EXERCISE OBJECTIVE> Some lines of the records below include the word "Azur". Report how many, and write nothing besides the number.

MATERIAL SHOWN>

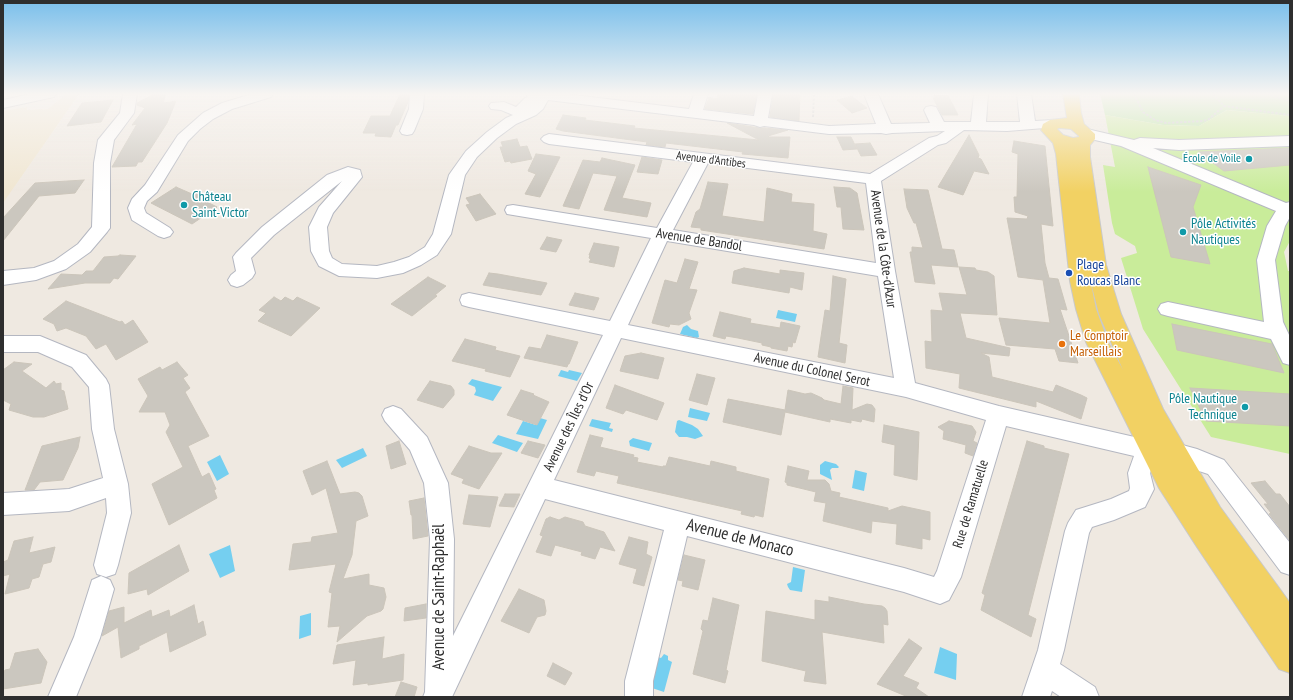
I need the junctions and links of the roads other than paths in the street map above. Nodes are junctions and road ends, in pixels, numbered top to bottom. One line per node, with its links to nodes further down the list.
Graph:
1 (116, 127): 29 (street)
2 (194, 127): 26 (street)
3 (409, 127): 16 (street)
4 (503, 127): 30 (street)
5 (795, 127): 15 (street)
6 (885, 127): 15 (street)
7 (932, 127): 18 (street)
8 (962, 127): 18 (street, Avenue de la Côte-d'Azur)
9 (997, 127): 10 (street)
10 (1007, 127): 11 (street); 17 (street)
11 (1014, 127)
12 (1032, 127): 17 (street)
13 (1065, 127): 17 (main road)
14 (1069, 127): 17 (main road)
15 (886, 130): 18 (street)
16 (407, 131)
17 (1067, 132): 21 (street); 40 (main road)
18 (932, 135): 23 (street, Avenue de la Côte-d'Azur)
19 (549, 140): 22 (street, Avenue d'Antibes)
20 (1290, 141): 21 (street)
21 (1125, 142): 24 (street)
22 (702, 158): 23 (street, Avenue d'Antibes); 27 (street, Avenue des Îles d'Or)
23 (873, 180): 28 (street, Avenue de la Côte-d'Azur)
24 (1288, 208): 34 (street)
25 (513, 210): 27 (street, Avenue de Bandol)
26 (164, 232)
27 (662, 234): 28 (street, Avenue de Bandol); 33 (street, Avenue des Îles d'Or)
28 (886, 271): 37 (street, Avenue de la Côte-d'Azur)
29 (3, 278)
30 (237, 280)
31 (469, 300): 33 (street, Avenue du Colonel Serot)
32 (1168, 310): 34 (street)
33 (616, 330): 37 (street, Avenue du Colonel Serot); 42 (street, Avenue des Îles d'Or)
34 (1278, 333): 36 (street)
35 (3, 344): 41 (street)
36 (1290, 357)
37 (906, 389): 39 (street, Avenue du Colonel Serot)
38 (393, 415): 50 (street, Avenue de Saint-Raphaël)
39 (999, 415): 40 (street, Avenue du Colonel Serot); 46 (street, Rue de Ramatuelle)
40 (1163, 452): 45 (street, Avenue du Colonel Serot); 47 (main road); 48 (main road); 49 (street)
41 (116, 484): 43 (street); 51 (street)
42 (540, 487): 44 (street, Avenue de Monaco); 50 (street, Avenue des Îles d'Or)
43 (3, 504)
44 (678, 522): 46 (street, Avenue de Monaco); 52 (street)
45 (1290, 562)
46 (940, 591)
47 (1290, 627)
48 (1290, 658)
49 (1044, 669): 53 (street); 54 (street)
50 (437, 696)
51 (62, 697)
52 (639, 697)
53 (1036, 697)
54 (1085, 697)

ANSWER FOR THIS EXERCISE> 4